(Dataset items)
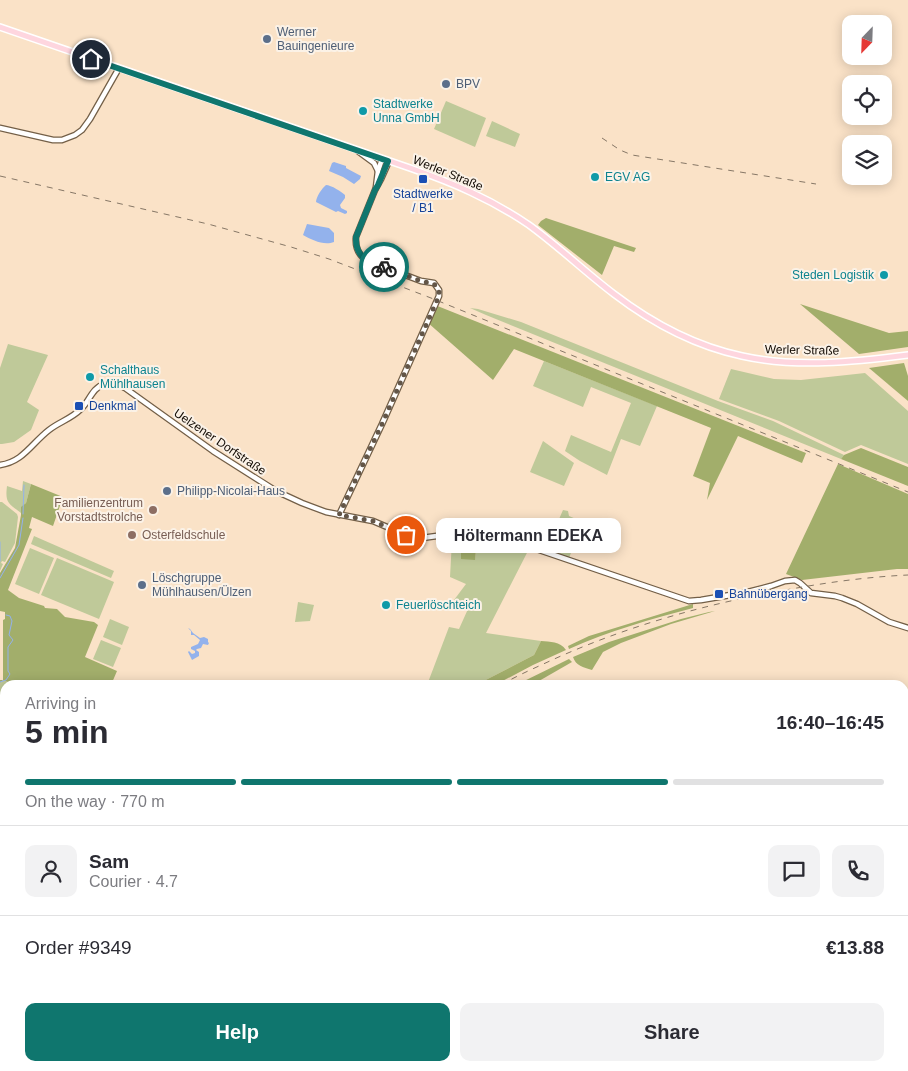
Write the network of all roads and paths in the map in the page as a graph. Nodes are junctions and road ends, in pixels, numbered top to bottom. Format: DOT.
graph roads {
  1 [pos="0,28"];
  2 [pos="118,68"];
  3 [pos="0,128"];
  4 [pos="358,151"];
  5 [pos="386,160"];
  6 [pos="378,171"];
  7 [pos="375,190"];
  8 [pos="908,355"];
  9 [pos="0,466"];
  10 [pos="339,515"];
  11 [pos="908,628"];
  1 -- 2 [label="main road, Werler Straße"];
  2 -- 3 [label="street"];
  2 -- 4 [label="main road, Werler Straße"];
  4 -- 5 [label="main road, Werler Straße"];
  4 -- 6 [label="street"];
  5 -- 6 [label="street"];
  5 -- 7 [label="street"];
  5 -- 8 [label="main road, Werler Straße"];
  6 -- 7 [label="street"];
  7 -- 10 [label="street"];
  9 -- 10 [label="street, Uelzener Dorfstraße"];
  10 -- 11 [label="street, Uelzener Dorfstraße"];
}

- _Brief_:
Write the entries above out again exactly, but not the pictures.

- _Completed task_:
Write the network of all roads and paths in the map in the page as a graph. Nodes are junctions and road ends, in pixels, numbered top to bottom. Format: DOT.
graph roads {
  1 [pos="0,28"];
  2 [pos="118,68"];
  3 [pos="0,128"];
  4 [pos="358,151"];
  5 [pos="386,160"];
  6 [pos="378,171"];
  7 [pos="375,190"];
  8 [pos="908,355"];
  9 [pos="0,466"];
  10 [pos="339,515"];
  11 [pos="908,628"];
  1 -- 2 [label="main road, Werler Straße"];
  2 -- 3 [label="street"];
  2 -- 4 [label="main road, Werler Straße"];
  4 -- 5 [label="main road, Werler Straße"];
  4 -- 6 [label="street"];
  5 -- 6 [label="street"];
  5 -- 7 [label="street"];
  5 -- 8 [label="main road, Werler Straße"];
  6 -- 7 [label="street"];
  7 -- 10 [label="street"];
  9 -- 10 [label="street, Uelzener Dorfstraße"];
  10 -- 11 [label="street, Uelzener Dorfstraße"];
}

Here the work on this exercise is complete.